Es evidente que cuando el furor ha llegado a la cumbre del Estado, intentar retroceder es espinoso. Lo que procede entonces es, con los paños helados de la dignidad institucional, bajar la temperatura y reconocer (sin chovinismos) que el proceso de Florence Cassez tiene algunas inconsistencias. No corresponde al Ejecutivo hacerlo, ese debe ser el papel de la Corte. No es lógico que México ceda ante el chantaje de un gobierno pertinaz y desacreditado, pero enmendar lo enmendable dentro del ámbito soberano lejos de humillar, engrandece. Creo que está en nuestro interés el que se despeje toda duda en el proceso de Florence Cassez. Una reconducción por parte de la Suprema lejos de degradar, permitiría al país ganar estatura moral de cara a la opinión pública francesa, pero de manera todavía más clara frente a la opinión nacional, que es la que más importa. Retomar el caso (que por su importancia ha puesto en gran tensión la relación con Francia) expresaría una voluntad indeclinable por instaurar un genuino Estado de derecho con procedimientos intachables y con fallos inatacables. Olvidemos el alegato de ultramar y pidamos una saludable certidumbre jurídica: no para Florence, para todos.
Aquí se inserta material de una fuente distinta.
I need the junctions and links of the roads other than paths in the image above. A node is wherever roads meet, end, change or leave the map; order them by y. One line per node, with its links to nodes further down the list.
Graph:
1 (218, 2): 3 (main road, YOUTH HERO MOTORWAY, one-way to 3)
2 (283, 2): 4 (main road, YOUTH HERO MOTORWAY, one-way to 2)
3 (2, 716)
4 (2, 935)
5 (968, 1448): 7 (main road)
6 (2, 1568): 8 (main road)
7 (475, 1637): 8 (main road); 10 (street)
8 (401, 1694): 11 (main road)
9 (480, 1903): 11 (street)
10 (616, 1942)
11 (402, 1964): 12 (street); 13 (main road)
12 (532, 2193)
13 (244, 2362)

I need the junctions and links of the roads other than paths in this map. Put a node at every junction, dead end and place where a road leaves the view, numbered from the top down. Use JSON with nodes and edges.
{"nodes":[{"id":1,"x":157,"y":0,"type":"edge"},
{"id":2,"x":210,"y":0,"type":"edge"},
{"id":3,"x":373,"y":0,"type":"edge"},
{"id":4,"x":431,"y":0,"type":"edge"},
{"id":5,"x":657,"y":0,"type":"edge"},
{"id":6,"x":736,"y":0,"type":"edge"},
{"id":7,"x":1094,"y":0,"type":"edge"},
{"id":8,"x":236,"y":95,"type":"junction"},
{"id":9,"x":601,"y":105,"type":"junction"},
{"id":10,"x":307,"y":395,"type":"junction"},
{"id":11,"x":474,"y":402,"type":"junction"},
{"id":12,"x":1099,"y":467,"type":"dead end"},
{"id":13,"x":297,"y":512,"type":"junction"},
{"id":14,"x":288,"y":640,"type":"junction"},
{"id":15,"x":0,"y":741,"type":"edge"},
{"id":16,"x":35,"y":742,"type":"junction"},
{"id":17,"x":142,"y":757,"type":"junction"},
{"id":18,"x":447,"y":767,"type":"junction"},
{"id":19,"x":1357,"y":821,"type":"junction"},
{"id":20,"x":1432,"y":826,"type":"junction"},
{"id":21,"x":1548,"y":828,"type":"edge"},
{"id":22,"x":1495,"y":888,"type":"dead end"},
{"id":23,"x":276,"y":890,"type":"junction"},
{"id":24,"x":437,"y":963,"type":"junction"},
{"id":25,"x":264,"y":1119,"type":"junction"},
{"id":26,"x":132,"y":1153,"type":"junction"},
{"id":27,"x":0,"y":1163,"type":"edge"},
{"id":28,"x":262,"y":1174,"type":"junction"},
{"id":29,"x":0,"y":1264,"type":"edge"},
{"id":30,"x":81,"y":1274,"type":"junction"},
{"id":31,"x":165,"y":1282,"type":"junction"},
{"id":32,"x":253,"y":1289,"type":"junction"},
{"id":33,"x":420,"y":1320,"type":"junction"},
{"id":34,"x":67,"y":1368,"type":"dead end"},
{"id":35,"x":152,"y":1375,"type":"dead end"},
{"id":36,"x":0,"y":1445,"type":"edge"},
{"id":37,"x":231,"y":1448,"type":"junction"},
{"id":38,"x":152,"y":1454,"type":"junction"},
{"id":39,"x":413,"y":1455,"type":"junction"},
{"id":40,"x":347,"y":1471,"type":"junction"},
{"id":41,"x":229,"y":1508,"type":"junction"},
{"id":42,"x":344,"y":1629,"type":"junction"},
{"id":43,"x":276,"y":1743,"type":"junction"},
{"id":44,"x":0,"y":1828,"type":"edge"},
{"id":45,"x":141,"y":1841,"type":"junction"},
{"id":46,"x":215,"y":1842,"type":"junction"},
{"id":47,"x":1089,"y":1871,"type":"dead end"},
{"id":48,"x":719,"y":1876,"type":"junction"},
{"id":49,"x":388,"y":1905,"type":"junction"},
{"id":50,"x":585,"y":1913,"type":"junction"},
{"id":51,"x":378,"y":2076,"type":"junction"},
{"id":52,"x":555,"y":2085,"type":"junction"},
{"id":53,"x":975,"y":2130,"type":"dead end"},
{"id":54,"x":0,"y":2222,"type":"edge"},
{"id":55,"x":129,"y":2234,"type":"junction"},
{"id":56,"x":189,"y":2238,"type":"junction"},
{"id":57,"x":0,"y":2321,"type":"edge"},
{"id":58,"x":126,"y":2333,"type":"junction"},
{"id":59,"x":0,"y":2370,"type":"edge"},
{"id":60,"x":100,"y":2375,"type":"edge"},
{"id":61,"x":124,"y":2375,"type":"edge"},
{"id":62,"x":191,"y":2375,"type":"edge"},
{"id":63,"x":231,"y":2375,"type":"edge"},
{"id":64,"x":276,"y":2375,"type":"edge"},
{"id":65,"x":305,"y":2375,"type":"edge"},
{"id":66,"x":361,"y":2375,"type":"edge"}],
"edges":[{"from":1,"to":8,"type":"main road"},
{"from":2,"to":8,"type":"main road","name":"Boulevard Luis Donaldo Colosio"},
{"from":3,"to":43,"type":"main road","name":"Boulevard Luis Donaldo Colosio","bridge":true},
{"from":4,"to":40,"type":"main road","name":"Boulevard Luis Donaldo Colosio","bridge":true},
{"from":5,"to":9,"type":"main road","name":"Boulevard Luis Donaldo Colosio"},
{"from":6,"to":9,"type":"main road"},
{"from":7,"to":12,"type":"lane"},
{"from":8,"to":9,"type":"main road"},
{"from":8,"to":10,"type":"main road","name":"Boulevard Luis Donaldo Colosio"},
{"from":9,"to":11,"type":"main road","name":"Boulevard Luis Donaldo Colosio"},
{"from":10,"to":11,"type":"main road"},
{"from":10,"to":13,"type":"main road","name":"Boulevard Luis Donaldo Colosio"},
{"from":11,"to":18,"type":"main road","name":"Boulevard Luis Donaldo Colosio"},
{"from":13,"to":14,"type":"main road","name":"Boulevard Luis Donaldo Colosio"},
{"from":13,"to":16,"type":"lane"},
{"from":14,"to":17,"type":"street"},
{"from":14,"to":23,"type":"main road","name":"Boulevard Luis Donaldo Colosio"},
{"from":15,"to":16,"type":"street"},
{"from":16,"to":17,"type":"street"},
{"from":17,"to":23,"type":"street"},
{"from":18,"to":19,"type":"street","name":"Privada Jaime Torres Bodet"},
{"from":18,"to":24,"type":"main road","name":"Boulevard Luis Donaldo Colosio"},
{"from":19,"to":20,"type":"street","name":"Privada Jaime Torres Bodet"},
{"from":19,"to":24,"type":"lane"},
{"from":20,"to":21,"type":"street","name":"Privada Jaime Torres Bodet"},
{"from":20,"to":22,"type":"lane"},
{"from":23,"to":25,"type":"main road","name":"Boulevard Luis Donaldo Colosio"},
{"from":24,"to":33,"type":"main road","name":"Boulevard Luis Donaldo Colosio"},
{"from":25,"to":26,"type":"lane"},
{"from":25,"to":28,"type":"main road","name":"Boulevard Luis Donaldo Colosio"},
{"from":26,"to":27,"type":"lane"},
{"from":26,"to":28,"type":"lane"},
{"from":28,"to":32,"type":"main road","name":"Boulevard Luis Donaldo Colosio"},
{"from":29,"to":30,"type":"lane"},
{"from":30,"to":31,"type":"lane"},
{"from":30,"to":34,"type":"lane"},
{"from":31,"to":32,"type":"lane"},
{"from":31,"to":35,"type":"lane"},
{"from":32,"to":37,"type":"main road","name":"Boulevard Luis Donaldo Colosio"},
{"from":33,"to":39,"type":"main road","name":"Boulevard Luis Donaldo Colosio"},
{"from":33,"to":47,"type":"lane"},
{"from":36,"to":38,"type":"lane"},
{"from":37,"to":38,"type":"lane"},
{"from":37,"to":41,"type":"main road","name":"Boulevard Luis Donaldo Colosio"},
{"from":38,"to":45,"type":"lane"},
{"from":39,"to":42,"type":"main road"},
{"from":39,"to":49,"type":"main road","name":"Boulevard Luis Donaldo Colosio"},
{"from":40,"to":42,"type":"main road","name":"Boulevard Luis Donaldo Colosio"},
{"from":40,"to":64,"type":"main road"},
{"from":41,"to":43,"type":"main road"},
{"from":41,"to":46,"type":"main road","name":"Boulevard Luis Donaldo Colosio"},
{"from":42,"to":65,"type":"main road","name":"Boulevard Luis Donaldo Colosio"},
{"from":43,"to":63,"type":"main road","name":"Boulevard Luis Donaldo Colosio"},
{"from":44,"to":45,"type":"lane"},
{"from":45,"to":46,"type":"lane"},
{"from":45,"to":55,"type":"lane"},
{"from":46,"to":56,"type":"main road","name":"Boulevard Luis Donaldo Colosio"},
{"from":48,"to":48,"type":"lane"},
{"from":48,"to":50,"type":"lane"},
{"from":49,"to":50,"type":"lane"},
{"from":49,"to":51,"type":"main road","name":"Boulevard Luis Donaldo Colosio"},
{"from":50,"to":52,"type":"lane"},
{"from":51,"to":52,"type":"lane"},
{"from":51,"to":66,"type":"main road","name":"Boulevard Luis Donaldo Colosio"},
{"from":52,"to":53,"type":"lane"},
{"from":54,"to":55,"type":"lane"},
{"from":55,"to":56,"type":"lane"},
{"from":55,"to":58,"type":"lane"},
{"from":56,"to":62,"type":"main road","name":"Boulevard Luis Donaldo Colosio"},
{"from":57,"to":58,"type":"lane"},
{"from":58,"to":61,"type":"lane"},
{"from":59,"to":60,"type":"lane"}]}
Encuentro pertinente, si la ventana jurídica existe, que la Suprema Corte atraiga y revise el caso. Insisto, no para inclinar la cabeza ante una retórica desconsiderada y amenazante. No. La Suprema puede demostrar que retomar el caso le da dignidad a una República en la cual los casos se juzgan en la órbita de lo jurídicamente verdadero y no con afanes de ganar el aplauso de las mayorías o claudicar ante potencias extranjeras. La judicatura es la columna vertebral del Estado y su función es dar certidumbre. La certidumbre templa incluso a los más exaltados y como efecto secundario ayudaría a bajar algunos grados a la confrontación, que en estos momentos no es algo desdeñable.